## What you should do
A single number is the whole answer: the tally of lines in the data below that include the word "Aguiyi".
[Information given Boundary: Start]
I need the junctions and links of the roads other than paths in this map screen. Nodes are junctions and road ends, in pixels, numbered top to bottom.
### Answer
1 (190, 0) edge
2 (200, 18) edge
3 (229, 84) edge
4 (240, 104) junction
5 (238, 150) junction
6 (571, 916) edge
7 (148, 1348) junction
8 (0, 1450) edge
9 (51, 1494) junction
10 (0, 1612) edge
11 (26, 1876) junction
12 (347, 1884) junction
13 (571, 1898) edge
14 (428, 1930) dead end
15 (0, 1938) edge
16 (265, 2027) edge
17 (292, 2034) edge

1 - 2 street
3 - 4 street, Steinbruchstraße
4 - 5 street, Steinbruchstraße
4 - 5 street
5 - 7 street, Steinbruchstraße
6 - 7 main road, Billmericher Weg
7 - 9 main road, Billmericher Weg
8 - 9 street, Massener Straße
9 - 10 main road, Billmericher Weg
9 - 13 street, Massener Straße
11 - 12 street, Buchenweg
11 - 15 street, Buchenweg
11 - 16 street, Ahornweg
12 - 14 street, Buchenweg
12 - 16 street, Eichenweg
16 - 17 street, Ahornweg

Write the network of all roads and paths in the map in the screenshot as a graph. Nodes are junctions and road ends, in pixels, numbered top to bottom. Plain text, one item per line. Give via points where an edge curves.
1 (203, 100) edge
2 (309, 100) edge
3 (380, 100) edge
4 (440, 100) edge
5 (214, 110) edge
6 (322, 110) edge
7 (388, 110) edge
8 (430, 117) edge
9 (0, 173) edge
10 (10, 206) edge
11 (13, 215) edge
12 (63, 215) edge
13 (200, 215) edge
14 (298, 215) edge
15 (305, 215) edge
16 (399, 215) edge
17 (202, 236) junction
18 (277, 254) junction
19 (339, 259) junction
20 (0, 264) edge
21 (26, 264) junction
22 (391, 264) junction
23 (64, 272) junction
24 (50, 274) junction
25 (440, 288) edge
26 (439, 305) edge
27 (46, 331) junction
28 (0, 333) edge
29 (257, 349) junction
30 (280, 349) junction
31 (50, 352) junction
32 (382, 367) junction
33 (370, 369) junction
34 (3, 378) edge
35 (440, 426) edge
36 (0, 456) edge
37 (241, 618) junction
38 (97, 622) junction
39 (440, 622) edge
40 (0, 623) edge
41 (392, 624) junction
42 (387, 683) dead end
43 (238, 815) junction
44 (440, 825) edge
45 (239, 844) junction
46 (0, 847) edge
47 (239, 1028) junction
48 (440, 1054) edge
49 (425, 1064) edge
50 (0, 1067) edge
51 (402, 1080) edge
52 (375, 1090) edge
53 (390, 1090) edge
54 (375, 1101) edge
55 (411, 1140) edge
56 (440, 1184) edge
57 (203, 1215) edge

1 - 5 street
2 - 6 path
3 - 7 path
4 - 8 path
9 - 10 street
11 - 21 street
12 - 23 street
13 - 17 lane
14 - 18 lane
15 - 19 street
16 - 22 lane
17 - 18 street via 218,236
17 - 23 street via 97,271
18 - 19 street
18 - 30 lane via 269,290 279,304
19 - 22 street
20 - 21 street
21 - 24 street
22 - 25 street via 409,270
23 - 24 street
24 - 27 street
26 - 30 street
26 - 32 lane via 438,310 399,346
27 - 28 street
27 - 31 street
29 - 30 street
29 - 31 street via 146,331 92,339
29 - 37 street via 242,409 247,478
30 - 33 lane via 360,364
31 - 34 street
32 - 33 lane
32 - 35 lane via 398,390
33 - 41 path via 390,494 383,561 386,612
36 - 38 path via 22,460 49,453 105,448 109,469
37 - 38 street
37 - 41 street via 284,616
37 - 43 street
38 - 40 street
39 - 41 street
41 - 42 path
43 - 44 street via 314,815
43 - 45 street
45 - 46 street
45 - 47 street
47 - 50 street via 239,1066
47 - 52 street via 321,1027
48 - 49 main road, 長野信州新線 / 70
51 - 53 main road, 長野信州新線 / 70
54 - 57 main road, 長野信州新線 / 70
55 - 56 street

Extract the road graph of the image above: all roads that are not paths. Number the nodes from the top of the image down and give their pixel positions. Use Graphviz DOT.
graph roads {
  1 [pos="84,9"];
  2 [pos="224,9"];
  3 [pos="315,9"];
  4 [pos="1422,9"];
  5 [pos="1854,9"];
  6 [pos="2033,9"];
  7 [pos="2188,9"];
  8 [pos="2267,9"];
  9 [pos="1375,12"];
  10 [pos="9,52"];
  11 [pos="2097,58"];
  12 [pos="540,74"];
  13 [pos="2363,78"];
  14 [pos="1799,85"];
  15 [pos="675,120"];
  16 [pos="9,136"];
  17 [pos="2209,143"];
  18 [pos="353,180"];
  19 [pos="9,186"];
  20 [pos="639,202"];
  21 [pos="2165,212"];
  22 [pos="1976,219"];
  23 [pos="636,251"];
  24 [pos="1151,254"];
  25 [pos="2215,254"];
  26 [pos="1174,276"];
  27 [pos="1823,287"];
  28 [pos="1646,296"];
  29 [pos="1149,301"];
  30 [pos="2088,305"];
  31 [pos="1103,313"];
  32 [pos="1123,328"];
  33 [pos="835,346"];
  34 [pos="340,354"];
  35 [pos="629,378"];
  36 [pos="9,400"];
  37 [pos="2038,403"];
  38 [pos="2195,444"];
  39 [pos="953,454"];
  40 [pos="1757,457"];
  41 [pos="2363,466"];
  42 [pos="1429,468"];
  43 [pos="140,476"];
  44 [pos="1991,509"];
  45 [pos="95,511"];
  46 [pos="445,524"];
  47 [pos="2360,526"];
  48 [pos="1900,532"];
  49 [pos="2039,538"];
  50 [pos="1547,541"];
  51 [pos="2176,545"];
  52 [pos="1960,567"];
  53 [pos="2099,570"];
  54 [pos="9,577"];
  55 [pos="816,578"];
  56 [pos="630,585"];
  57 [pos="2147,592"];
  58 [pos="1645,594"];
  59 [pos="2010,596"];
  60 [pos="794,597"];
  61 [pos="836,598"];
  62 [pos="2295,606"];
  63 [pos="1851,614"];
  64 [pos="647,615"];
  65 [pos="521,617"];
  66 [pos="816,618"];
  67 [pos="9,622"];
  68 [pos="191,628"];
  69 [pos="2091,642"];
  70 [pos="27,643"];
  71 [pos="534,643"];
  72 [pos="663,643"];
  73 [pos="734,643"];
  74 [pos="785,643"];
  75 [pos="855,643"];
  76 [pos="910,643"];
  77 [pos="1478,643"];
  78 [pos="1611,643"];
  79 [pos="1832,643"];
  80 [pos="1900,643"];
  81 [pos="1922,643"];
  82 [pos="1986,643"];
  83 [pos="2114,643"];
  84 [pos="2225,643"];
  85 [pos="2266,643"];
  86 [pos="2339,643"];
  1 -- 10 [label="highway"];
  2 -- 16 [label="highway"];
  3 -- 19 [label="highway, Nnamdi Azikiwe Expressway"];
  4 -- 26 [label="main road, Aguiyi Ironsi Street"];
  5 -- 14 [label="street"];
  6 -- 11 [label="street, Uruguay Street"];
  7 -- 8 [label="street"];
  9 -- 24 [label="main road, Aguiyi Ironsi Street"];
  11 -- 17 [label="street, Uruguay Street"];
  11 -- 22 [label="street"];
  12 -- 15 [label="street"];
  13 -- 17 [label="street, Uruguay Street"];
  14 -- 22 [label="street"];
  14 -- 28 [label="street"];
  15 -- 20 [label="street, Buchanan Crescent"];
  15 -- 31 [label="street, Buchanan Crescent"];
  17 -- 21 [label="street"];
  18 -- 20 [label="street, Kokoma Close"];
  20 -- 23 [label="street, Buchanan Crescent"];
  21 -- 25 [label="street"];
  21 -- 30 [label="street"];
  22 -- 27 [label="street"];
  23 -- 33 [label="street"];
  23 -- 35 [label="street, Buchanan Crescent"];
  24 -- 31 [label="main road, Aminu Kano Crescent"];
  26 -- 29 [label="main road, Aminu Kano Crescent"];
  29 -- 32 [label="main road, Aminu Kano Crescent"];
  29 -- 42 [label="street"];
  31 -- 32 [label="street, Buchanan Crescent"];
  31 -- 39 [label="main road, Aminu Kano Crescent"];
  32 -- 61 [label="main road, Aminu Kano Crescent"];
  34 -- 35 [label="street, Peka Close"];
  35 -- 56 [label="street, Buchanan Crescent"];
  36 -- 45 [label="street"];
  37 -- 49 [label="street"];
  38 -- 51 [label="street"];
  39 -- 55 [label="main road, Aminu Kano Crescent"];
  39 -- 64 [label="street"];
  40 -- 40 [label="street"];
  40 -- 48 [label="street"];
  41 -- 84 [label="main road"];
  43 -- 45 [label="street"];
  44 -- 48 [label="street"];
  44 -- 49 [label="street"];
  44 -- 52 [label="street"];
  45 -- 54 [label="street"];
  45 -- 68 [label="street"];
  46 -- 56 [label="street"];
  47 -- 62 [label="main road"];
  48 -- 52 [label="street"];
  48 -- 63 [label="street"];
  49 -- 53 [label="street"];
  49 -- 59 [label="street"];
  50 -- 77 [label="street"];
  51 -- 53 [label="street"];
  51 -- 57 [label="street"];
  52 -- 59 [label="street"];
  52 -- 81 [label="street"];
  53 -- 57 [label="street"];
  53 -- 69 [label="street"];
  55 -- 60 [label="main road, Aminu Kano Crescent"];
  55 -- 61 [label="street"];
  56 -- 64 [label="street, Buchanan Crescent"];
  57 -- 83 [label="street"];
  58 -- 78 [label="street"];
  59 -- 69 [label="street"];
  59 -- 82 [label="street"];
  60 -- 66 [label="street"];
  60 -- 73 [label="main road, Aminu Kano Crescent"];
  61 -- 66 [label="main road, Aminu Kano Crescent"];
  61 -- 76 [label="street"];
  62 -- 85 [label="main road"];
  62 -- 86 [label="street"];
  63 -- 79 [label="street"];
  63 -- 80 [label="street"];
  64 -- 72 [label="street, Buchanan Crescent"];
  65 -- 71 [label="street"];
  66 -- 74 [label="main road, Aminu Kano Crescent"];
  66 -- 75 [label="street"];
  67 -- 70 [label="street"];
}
[Information given Boundary: End]
## Result
2